[Start of Attachment]

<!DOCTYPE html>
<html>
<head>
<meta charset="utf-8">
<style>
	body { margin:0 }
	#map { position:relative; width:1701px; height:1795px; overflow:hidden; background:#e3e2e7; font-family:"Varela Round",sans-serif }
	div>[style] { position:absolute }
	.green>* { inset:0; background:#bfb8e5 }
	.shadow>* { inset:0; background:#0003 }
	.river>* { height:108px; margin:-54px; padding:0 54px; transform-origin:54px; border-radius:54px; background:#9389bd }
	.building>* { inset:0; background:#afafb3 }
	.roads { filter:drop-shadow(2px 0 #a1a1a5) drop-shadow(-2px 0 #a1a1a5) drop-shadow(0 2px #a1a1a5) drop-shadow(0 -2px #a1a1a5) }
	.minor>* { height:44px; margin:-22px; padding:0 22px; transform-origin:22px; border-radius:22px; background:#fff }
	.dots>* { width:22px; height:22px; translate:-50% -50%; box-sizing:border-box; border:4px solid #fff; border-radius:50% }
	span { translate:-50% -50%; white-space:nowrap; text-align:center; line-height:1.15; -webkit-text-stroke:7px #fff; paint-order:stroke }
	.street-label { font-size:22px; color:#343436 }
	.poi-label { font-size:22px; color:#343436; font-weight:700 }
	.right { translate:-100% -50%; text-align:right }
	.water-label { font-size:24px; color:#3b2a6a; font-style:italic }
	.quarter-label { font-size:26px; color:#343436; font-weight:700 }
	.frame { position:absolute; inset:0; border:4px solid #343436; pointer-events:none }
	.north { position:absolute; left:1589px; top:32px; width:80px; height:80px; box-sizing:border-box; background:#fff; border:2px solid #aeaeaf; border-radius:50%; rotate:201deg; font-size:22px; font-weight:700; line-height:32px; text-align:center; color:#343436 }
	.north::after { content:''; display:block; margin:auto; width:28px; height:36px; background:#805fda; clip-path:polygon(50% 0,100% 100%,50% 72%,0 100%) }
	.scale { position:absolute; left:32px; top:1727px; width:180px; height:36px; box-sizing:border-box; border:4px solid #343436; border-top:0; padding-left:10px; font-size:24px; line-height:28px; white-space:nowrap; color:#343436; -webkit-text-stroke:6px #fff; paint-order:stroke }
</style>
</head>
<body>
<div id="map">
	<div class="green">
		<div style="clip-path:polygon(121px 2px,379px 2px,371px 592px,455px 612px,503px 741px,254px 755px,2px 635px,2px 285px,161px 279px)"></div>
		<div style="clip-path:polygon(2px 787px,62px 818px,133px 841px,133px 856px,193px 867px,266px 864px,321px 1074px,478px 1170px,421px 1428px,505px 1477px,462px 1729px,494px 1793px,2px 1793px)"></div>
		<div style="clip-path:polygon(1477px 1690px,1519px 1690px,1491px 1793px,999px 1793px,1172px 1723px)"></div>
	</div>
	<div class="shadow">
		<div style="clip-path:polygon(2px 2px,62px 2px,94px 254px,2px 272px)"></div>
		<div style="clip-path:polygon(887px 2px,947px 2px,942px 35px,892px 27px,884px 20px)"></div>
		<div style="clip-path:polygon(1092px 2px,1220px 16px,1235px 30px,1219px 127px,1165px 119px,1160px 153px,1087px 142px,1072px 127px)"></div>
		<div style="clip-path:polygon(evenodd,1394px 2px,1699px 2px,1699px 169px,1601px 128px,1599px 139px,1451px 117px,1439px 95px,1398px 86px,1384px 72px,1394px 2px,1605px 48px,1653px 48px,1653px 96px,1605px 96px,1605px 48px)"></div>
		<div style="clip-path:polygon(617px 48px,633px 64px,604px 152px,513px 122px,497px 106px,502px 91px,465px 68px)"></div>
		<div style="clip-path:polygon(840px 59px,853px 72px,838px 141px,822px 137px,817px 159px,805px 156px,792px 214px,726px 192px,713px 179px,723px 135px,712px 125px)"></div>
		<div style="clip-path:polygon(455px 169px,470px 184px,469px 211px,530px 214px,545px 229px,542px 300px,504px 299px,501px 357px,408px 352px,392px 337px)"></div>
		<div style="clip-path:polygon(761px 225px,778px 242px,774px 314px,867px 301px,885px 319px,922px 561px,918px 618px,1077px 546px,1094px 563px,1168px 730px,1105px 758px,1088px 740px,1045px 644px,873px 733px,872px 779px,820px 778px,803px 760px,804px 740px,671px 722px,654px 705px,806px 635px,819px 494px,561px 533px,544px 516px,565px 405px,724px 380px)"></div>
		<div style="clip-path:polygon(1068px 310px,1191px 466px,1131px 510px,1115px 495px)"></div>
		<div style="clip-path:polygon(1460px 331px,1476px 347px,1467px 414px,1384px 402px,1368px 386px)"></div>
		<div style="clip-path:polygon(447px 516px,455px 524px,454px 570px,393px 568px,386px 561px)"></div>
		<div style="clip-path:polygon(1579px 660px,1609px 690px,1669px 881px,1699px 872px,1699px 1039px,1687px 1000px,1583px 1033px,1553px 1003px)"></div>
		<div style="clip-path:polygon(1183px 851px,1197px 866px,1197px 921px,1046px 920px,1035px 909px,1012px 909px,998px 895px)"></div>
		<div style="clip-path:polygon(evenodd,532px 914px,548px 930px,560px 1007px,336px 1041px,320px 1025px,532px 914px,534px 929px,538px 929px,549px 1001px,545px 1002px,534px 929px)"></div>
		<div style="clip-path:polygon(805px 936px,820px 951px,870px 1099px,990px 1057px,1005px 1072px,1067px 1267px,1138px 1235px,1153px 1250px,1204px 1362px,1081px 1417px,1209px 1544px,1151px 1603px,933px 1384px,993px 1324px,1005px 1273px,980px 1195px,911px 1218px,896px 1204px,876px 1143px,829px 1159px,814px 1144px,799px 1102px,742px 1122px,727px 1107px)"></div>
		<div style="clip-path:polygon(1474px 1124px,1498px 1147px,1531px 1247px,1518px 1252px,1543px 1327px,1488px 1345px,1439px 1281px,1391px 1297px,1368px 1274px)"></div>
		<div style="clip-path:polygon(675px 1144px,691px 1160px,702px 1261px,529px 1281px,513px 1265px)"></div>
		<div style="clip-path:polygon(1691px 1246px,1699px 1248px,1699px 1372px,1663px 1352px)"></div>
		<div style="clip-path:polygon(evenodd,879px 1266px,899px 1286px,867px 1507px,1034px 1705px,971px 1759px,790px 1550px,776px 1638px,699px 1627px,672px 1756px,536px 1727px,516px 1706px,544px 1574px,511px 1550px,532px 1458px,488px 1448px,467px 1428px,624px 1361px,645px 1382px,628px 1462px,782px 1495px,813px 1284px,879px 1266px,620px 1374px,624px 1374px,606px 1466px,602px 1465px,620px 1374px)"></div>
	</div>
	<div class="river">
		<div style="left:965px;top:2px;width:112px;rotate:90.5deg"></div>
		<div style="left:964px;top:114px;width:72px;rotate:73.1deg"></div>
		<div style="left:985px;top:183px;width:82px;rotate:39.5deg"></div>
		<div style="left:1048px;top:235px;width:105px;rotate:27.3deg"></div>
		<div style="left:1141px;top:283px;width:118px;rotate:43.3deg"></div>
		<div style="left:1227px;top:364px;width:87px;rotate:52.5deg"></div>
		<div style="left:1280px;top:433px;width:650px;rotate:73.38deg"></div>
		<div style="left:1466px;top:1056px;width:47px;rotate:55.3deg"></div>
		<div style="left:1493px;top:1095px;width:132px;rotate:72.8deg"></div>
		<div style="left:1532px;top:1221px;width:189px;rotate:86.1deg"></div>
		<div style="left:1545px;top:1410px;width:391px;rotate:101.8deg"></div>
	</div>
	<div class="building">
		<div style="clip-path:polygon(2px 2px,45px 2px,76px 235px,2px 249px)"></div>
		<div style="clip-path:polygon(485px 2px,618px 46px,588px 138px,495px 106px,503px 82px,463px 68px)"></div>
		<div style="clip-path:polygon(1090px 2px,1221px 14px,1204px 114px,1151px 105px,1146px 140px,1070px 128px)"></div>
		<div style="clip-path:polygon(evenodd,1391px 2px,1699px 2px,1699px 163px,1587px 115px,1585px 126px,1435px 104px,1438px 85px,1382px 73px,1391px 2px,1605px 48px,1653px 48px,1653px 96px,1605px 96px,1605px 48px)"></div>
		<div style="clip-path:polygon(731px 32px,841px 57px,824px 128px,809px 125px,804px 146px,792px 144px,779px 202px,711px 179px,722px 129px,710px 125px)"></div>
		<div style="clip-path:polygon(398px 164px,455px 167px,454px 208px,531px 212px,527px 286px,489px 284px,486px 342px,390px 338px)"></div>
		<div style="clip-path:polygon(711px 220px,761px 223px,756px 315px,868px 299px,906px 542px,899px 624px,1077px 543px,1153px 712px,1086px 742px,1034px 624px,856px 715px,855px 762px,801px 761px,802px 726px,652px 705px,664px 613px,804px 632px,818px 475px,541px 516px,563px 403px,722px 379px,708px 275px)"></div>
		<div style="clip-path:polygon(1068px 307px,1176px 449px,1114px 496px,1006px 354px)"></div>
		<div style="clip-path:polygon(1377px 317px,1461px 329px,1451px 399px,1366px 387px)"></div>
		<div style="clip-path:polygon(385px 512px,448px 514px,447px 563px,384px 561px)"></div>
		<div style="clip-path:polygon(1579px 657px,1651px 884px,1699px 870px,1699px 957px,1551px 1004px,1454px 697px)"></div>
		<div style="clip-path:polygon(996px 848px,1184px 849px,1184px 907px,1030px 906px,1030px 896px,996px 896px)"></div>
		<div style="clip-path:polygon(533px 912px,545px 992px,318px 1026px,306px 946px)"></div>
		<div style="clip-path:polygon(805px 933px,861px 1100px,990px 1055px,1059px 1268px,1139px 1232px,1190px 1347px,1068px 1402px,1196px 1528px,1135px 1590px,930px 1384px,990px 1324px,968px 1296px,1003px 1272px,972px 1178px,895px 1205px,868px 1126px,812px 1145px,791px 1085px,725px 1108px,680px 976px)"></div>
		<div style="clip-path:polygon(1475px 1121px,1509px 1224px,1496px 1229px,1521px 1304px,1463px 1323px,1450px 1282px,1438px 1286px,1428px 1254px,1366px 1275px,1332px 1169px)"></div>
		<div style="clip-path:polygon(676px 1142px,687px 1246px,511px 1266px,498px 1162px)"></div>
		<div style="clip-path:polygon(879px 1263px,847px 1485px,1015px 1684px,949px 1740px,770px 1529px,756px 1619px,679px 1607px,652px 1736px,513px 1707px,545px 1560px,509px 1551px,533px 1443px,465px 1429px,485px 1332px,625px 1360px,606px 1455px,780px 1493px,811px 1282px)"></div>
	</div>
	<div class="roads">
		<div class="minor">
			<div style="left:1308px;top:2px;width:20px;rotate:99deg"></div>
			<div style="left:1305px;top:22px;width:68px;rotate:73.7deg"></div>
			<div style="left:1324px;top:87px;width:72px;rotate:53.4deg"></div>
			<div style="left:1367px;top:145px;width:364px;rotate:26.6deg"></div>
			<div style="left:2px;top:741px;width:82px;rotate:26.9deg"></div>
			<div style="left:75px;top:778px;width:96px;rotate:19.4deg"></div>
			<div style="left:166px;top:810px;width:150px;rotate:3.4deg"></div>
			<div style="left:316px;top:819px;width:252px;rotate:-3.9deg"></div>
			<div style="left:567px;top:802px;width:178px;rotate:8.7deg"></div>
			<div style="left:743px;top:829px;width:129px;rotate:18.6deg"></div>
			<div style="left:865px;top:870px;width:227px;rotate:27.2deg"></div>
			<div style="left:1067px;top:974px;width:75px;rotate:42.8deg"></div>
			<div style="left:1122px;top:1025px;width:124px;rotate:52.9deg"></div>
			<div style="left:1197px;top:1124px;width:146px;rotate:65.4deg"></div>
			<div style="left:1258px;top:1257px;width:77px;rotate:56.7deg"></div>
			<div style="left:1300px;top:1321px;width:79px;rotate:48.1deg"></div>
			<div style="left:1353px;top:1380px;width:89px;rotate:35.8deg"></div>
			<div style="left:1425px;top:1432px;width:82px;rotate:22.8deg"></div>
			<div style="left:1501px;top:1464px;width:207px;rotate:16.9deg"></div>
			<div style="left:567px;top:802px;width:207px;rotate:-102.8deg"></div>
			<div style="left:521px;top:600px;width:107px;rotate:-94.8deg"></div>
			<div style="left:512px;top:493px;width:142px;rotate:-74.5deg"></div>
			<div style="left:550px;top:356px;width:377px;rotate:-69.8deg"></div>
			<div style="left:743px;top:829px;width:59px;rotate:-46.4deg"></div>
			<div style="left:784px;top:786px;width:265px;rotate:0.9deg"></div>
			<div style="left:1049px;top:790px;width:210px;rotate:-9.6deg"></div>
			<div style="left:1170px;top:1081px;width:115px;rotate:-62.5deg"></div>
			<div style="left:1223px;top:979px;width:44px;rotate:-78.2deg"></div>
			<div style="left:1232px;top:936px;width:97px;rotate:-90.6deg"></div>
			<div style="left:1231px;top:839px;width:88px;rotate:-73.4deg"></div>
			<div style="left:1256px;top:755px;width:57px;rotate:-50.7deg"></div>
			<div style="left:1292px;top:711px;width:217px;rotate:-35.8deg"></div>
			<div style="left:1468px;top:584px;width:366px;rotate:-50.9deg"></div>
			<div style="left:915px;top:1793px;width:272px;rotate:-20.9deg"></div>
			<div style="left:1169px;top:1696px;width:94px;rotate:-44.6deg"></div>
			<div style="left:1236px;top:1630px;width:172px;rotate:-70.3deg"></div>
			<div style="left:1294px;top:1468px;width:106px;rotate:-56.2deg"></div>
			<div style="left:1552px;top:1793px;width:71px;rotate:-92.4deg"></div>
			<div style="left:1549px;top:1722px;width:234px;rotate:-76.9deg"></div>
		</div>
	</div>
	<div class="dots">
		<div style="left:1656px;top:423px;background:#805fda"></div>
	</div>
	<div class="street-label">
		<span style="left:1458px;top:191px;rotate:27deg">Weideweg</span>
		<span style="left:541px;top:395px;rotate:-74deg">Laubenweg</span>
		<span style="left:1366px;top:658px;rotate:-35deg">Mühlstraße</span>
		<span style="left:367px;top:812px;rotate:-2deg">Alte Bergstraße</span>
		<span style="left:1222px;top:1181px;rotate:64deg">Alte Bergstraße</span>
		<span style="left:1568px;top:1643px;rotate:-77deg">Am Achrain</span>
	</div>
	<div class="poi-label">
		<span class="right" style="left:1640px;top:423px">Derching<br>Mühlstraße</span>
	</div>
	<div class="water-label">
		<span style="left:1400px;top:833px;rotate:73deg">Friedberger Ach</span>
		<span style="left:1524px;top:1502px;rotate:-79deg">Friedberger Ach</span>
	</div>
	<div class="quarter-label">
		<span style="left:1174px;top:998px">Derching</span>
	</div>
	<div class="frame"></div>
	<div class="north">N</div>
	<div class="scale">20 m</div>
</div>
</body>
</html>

[End of Attachment]

## YOUR TASK
Only the lines above, from the first through the one holding "width:22px; height:22px; translate:-50%", are to be output, and they must be copied exactly.

## SOLUTION TO THE EXERCISE
<!DOCTYPE html>
<html>
<head>
<meta charset="utf-8">
<style>
	body { margin:0 }
	#map { position:relative; width:1701px; height:1795px; overflow:hidden; background:#e3e2e7; font-family:"Varela Round",sans-serif }
	div>[style] { position:absolute }
	.green>* { inset:0; background:#bfb8e5 }
	.shadow>* { inset:0; background:#0003 }
	.river>* { height:108px; margin:-54px; padding:0 54px; transform-origin:54px; border-radius:54px; background:#9389bd }
	.building>* { inset:0; background:#afafb3 }
	.roads { filter:drop-shadow(2px 0 #a1a1a5) drop-shadow(-2px 0 #a1a1a5) drop-shadow(0 2px #a1a1a5) drop-shadow(0 -2px #a1a1a5) }
	.minor>* { height:44px; margin:-22px; padding:0 22px; transform-origin:22px; border-radius:22px; background:#fff }
	.dots>* { width:22px; height:22px; translate:-50% -50%; box-sizing:border-box; border:4px solid #fff; border-radius:50% }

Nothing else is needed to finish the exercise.